Information shown.
-=-=-

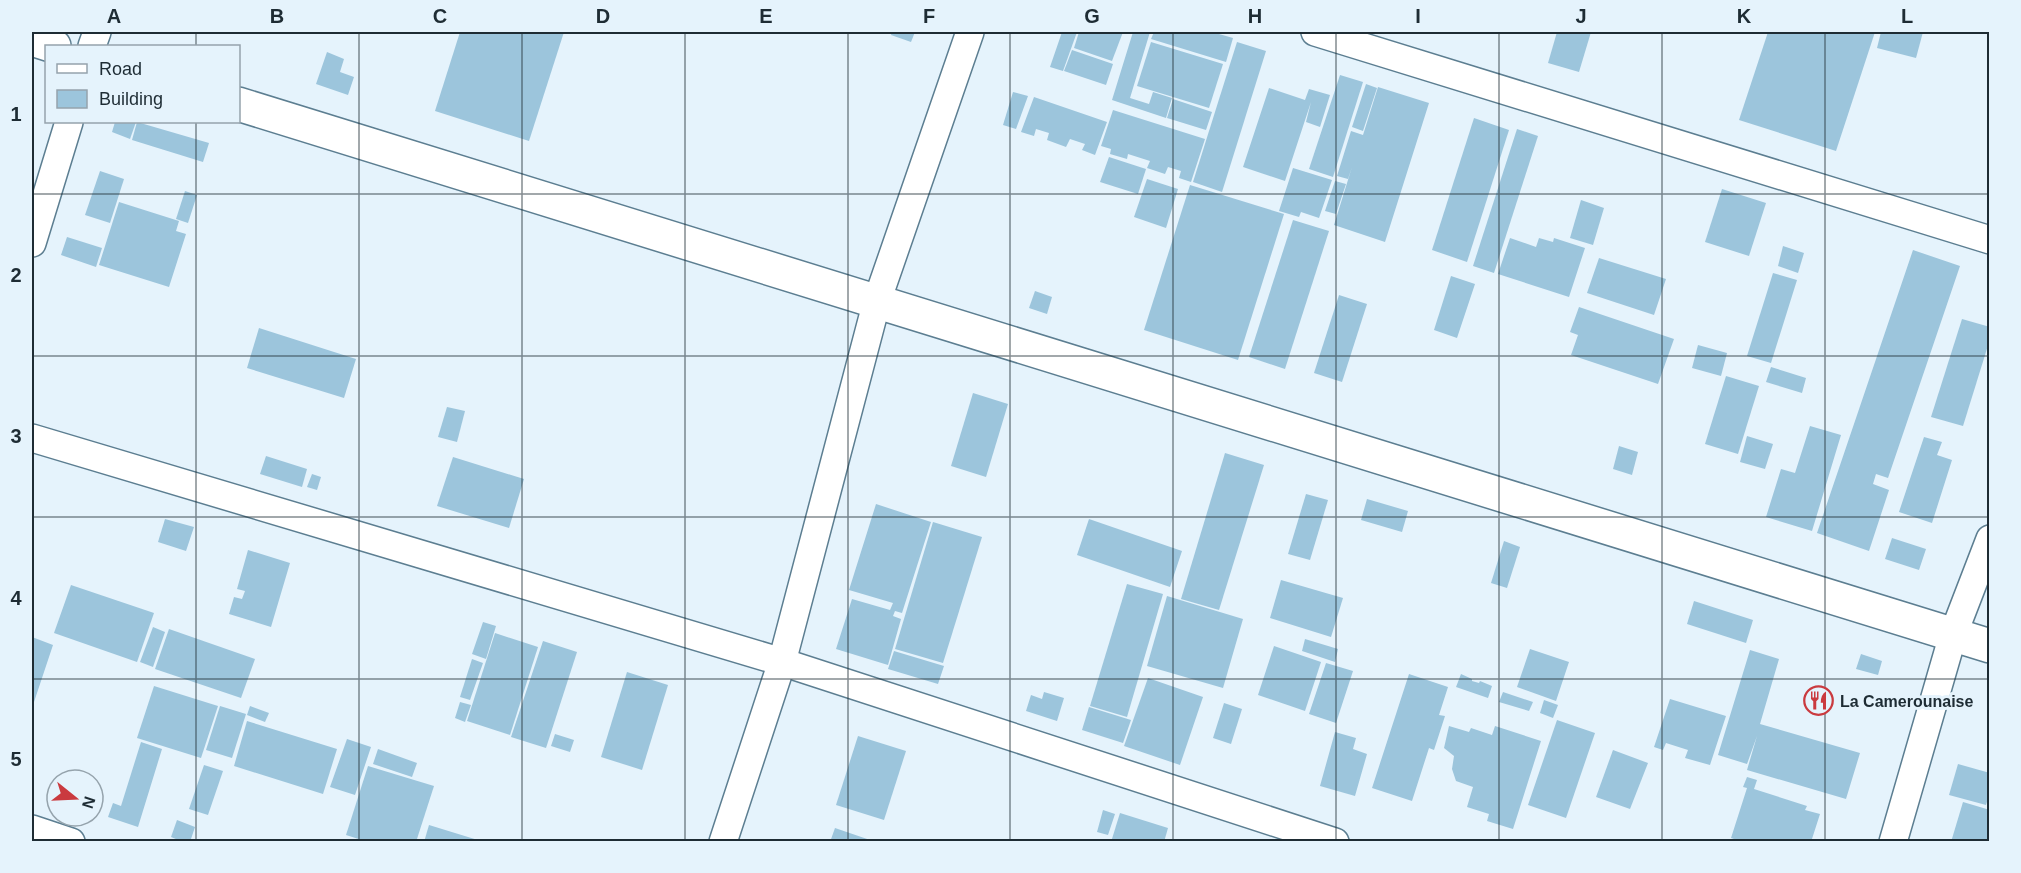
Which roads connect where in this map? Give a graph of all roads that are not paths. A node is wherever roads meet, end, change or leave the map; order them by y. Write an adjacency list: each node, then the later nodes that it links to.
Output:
1 (970, 32): 9 (street)
2 (1315, 32): 7 (street)
3 (32, 39): 4 (street)
4 (51, 45)
5 (240, 105): 9 (street)
6 (69, 123): 8 (street)
7 (1989, 240)
8 (32, 243)
9 (877, 301): 12 (street); 14 (street)
10 (32, 438): 14 (street)
11 (1989, 539): 12 (street)
12 (1953, 635): 13 (street); 19 (street)
13 (1989, 646)
14 (782, 662): 17 (street); 18 (street)
15 (32, 829): 16 (street)
16 (71, 842)
17 (723, 842)
18 (1335, 842)
19 (1893, 842)

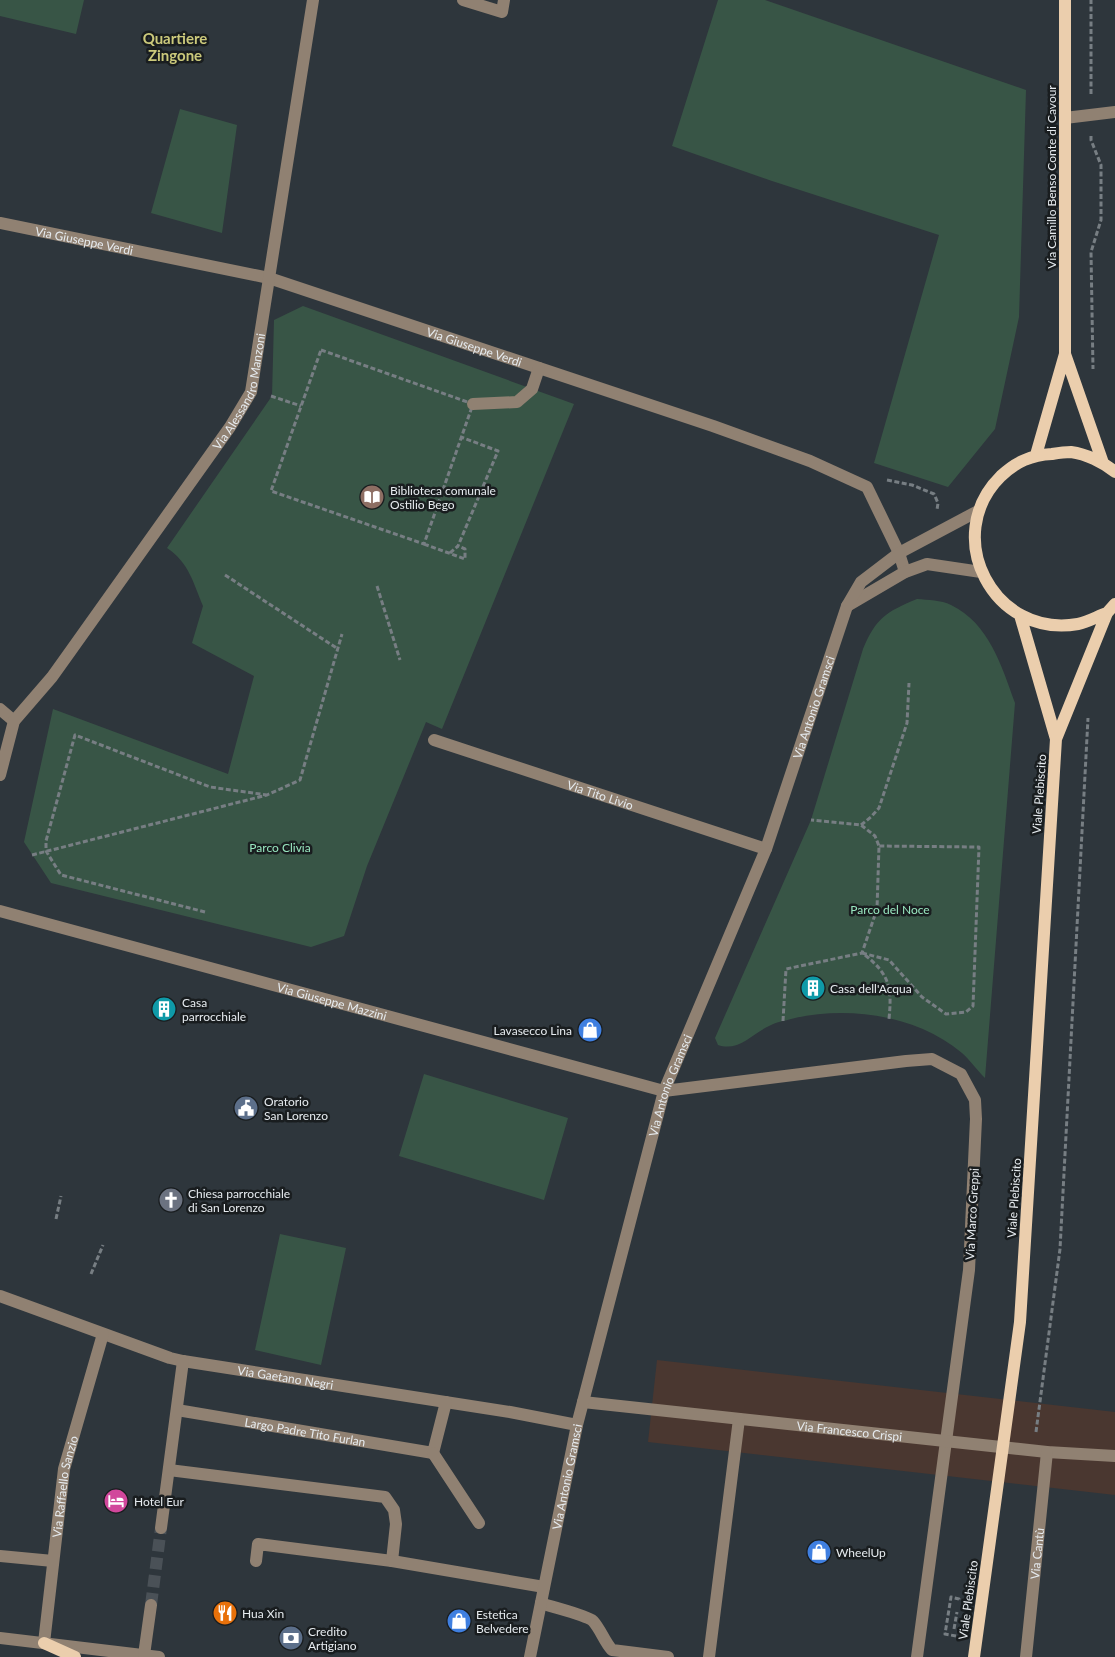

-=-=-

Task.
Please reproduce the material above word for word, without its images.

Reply.
Which roads connect where in this map? Give a graph of all roads that are not paths. A node is wherever roads meet, end, change or leave the map; order them by y. Write an adjacency list: each node, then the later nodes that it links to.
Output:
1 (970, 32): 9 (street)
2 (1315, 32): 7 (street)
3 (32, 39): 4 (street)
4 (51, 45)
5 (240, 105): 9 (street)
6 (69, 123): 8 (street)
7 (1989, 240)
8 (32, 243)
9 (877, 301): 12 (street); 14 (street)
10 (32, 438): 14 (street)
11 (1989, 539): 12 (street)
12 (1953, 635): 13 (street); 19 (street)
13 (1989, 646)
14 (782, 662): 17 (street); 18 (street)
15 (32, 829): 16 (street)
16 (71, 842)
17 (723, 842)
18 (1335, 842)
19 (1893, 842)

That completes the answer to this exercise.